» Task to complete
Each entry below must appear in the output exactly as written.
Records for this task section start
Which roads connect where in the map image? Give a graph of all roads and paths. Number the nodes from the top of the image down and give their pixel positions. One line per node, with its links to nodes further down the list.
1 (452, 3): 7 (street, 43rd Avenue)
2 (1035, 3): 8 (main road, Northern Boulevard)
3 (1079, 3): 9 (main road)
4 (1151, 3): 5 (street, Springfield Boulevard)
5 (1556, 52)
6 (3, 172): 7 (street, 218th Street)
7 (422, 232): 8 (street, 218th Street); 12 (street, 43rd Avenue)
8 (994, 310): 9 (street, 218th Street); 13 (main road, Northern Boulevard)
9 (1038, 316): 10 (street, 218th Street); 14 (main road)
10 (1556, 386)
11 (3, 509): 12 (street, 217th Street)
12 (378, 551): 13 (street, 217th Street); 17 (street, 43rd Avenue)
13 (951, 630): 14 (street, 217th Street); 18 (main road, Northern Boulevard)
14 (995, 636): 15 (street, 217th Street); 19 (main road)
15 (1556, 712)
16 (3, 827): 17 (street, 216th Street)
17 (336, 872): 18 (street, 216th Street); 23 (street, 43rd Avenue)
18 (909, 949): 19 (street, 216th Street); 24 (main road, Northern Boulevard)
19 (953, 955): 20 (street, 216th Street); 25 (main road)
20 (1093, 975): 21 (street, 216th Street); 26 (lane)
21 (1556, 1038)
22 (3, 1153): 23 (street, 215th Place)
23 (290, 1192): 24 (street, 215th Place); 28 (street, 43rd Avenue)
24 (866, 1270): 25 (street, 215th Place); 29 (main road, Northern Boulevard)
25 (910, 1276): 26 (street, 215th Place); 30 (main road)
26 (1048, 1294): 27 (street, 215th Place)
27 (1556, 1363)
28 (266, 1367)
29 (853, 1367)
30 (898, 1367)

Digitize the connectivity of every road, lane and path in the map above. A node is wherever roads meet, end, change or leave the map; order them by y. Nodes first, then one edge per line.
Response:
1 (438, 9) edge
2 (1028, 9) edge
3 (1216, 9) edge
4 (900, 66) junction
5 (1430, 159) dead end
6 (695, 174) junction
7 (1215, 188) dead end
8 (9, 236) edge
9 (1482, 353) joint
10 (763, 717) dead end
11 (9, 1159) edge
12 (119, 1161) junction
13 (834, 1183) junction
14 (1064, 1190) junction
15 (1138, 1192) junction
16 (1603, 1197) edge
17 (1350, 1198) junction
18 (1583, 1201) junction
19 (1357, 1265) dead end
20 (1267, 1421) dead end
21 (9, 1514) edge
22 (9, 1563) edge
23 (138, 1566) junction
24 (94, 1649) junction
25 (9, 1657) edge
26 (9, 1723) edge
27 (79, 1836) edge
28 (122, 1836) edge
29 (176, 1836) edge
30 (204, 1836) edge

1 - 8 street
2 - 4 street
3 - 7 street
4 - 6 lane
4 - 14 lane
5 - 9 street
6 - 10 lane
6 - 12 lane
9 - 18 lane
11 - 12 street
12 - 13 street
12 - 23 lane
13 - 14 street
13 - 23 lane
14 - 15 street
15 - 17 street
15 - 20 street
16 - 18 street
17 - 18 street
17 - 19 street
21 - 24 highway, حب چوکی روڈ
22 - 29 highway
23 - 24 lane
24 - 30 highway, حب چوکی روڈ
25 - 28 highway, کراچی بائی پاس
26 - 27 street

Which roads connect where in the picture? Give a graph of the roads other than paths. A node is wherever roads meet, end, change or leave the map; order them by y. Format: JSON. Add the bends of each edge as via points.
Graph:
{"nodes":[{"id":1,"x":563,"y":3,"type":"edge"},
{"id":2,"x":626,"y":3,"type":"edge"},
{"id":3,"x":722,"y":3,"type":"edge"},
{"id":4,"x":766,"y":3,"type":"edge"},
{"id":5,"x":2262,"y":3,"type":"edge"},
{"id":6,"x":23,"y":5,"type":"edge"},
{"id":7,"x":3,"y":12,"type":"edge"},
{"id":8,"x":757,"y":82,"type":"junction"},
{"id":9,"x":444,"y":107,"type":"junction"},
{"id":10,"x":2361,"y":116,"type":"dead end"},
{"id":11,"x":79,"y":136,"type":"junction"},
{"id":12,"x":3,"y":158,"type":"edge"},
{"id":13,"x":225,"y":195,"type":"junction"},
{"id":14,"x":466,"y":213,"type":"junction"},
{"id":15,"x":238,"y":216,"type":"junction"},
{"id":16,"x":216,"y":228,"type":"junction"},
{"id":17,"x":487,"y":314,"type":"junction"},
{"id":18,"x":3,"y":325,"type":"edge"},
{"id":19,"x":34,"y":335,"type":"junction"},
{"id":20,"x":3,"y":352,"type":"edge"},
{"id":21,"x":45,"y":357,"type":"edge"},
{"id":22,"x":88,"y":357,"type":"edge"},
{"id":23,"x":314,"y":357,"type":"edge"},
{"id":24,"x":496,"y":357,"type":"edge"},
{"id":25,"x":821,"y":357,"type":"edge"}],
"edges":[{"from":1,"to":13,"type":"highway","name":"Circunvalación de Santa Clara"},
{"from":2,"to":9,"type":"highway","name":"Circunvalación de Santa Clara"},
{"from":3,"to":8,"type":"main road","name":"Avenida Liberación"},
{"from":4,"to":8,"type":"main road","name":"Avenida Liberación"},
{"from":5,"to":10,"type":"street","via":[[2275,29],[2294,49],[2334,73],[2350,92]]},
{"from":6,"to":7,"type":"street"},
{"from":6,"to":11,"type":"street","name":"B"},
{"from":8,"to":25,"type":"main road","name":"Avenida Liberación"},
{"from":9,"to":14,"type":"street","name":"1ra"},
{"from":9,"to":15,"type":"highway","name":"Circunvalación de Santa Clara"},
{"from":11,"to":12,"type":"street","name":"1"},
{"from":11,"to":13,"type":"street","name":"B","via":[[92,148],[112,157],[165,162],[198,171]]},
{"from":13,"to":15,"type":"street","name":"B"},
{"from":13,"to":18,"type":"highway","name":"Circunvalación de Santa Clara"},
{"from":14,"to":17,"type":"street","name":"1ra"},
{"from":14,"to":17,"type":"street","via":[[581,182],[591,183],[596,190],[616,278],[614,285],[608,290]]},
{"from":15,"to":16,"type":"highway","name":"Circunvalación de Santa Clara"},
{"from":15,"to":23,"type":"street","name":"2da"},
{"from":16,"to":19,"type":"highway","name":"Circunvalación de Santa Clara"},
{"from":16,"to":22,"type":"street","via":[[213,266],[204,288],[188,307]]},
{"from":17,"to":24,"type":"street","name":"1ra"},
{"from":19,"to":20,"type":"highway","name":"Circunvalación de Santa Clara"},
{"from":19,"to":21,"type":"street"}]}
Records for this task section end
» Output of the exercise
Which roads connect where in the map image? Give a graph of all roads and paths. Number the nodes from the top of the image down and give their pixel positions. One line per node, with its links to nodes further down the list.
1 (452, 3): 7 (street, 43rd Avenue)
2 (1035, 3): 8 (main road, Northern Boulevard)
3 (1079, 3): 9 (main road)
4 (1151, 3): 5 (street, Springfield Boulevard)
5 (1556, 52)
6 (3, 172): 7 (street, 218th Street)
7 (422, 232): 8 (street, 218th Street); 12 (street, 43rd Avenue)
8 (994, 310): 9 (street, 218th Street); 13 (main road, Northern Boulevard)
9 (1038, 316): 10 (street, 218th Street); 14 (main road)
10 (1556, 386)
11 (3, 509): 12 (street, 217th Street)
12 (378, 551): 13 (street, 217th Street); 17 (street, 43rd Avenue)
13 (951, 630): 14 (street, 217th Street); 18 (main road, Northern Boulevard)
14 (995, 636): 15 (street, 217th Street); 19 (main road)
15 (1556, 712)
16 (3, 827): 17 (street, 216th Street)
17 (336, 872): 18 (street, 216th Street); 23 (street, 43rd Avenue)
18 (909, 949): 19 (street, 216th Street); 24 (main road, Northern Boulevard)
19 (953, 955): 20 (street, 216th Street); 25 (main road)
20 (1093, 975): 21 (street, 216th Street); 26 (lane)
21 (1556, 1038)
22 (3, 1153): 23 (street, 215th Place)
23 (290, 1192): 24 (street, 215th Place); 28 (street, 43rd Avenue)
24 (866, 1270): 25 (street, 215th Place); 29 (main road, Northern Boulevard)
25 (910, 1276): 26 (street, 215th Place); 30 (main road)
26 (1048, 1294): 27 (street, 215th Place)
27 (1556, 1363)
28 (266, 1367)
29 (853, 1367)
30 (898, 1367)

Digitize the connectivity of every road, lane and path in the map above. A node is wherever roads meet, end, change or leave the map; order them by y. Nodes first, then one edge per line.
Response:
1 (438, 9) edge
2 (1028, 9) edge
3 (1216, 9) edge
4 (900, 66) junction
5 (1430, 159) dead end
6 (695, 174) junction
7 (1215, 188) dead end
8 (9, 236) edge
9 (1482, 353) joint
10 (763, 717) dead end
11 (9, 1159) edge
12 (119, 1161) junction
13 (834, 1183) junction
14 (1064, 1190) junction
15 (1138, 1192) junction
16 (1603, 1197) edge
17 (1350, 1198) junction
18 (1583, 1201) junction
19 (1357, 1265) dead end
20 (1267, 1421) dead end
21 (9, 1514) edge
22 (9, 1563) edge
23 (138, 1566) junction
24 (94, 1649) junction
25 (9, 1657) edge
26 (9, 1723) edge
27 (79, 1836) edge
28 (122, 1836) edge
29 (176, 1836) edge
30 (204, 1836) edge

1 - 8 street
2 - 4 street
3 - 7 street
4 - 6 lane
4 - 14 lane
5 - 9 street
6 - 10 lane
6 - 12 lane
9 - 18 lane
11 - 12 street
12 - 13 street
12 - 23 lane
13 - 14 street
13 - 23 lane
14 - 15 street
15 - 17 street
15 - 20 street
16 - 18 street
17 - 18 street
17 - 19 street
21 - 24 highway, حب چوکی روڈ
22 - 29 highway
23 - 24 lane
24 - 30 highway, حب چوکی روڈ
25 - 28 highway, کراچی بائی پاس
26 - 27 street

Which roads connect where in the picture? Give a graph of the roads other than paths. A node is wherever roads meet, end, change or leave the map; order them by y. Format: JSON. Add the bends of each edge as via points.
Graph:
{"nodes":[{"id":1,"x":563,"y":3,"type":"edge"},
{"id":2,"x":626,"y":3,"type":"edge"},
{"id":3,"x":722,"y":3,"type":"edge"},
{"id":4,"x":766,"y":3,"type":"edge"},
{"id":5,"x":2262,"y":3,"type":"edge"},
{"id":6,"x":23,"y":5,"type":"edge"},
{"id":7,"x":3,"y":12,"type":"edge"},
{"id":8,"x":757,"y":82,"type":"junction"},
{"id":9,"x":444,"y":107,"type":"junction"},
{"id":10,"x":2361,"y":116,"type":"dead end"},
{"id":11,"x":79,"y":136,"type":"junction"},
{"id":12,"x":3,"y":158,"type":"edge"},
{"id":13,"x":225,"y":195,"type":"junction"},
{"id":14,"x":466,"y":213,"type":"junction"},
{"id":15,"x":238,"y":216,"type":"junction"},
{"id":16,"x":216,"y":228,"type":"junction"},
{"id":17,"x":487,"y":314,"type":"junction"},
{"id":18,"x":3,"y":325,"type":"edge"},
{"id":19,"x":34,"y":335,"type":"junction"},
{"id":20,"x":3,"y":352,"type":"edge"},
{"id":21,"x":45,"y":357,"type":"edge"},
{"id":22,"x":88,"y":357,"type":"edge"},
{"id":23,"x":314,"y":357,"type":"edge"},
{"id":24,"x":496,"y":357,"type":"edge"},
{"id":25,"x":821,"y":357,"type":"edge"}],
"edges":[{"from":1,"to":13,"type":"highway","name":"Circunvalación de Santa Clara"},
{"from":2,"to":9,"type":"highway","name":"Circunvalación de Santa Clara"},
{"from":3,"to":8,"type":"main road","name":"Avenida Liberación"},
{"from":4,"to":8,"type":"main road","name":"Avenida Liberación"},
{"from":5,"to":10,"type":"street","via":[[2275,29],[2294,49],[2334,73],[2350,92]]},
{"from":6,"to":7,"type":"street"},
{"from":6,"to":11,"type":"street","name":"B"},
{"from":8,"to":25,"type":"main road","name":"Avenida Liberación"},
{"from":9,"to":14,"type":"street","name":"1ra"},
{"from":9,"to":15,"type":"highway","name":"Circunvalación de Santa Clara"},
{"from":11,"to":12,"type":"street","name":"1"},
{"from":11,"to":13,"type":"street","name":"B","via":[[92,148],[112,157],[165,162],[198,171]]},
{"from":13,"to":15,"type":"street","name":"B"},
{"from":13,"to":18,"type":"highway","name":"Circunvalación de Santa Clara"},
{"from":14,"to":17,"type":"street","name":"1ra"},
{"from":14,"to":17,"type":"street","via":[[581,182],[591,183],[596,190],[616,278],[614,285],[608,290]]},
{"from":15,"to":16,"type":"highway","name":"Circunvalación de Santa Clara"},
{"from":15,"to":23,"type":"street","name":"2da"},
{"from":16,"to":19,"type":"highway","name":"Circunvalación de Santa Clara"},
{"from":16,"to":22,"type":"street","via":[[213,266],[204,288],[188,307]]},
{"from":17,"to":24,"type":"street","name":"1ra"},
{"from":19,"to":20,"type":"highway","name":"Circunvalación de Santa Clara"},
{"from":19,"to":21,"type":"street"}]}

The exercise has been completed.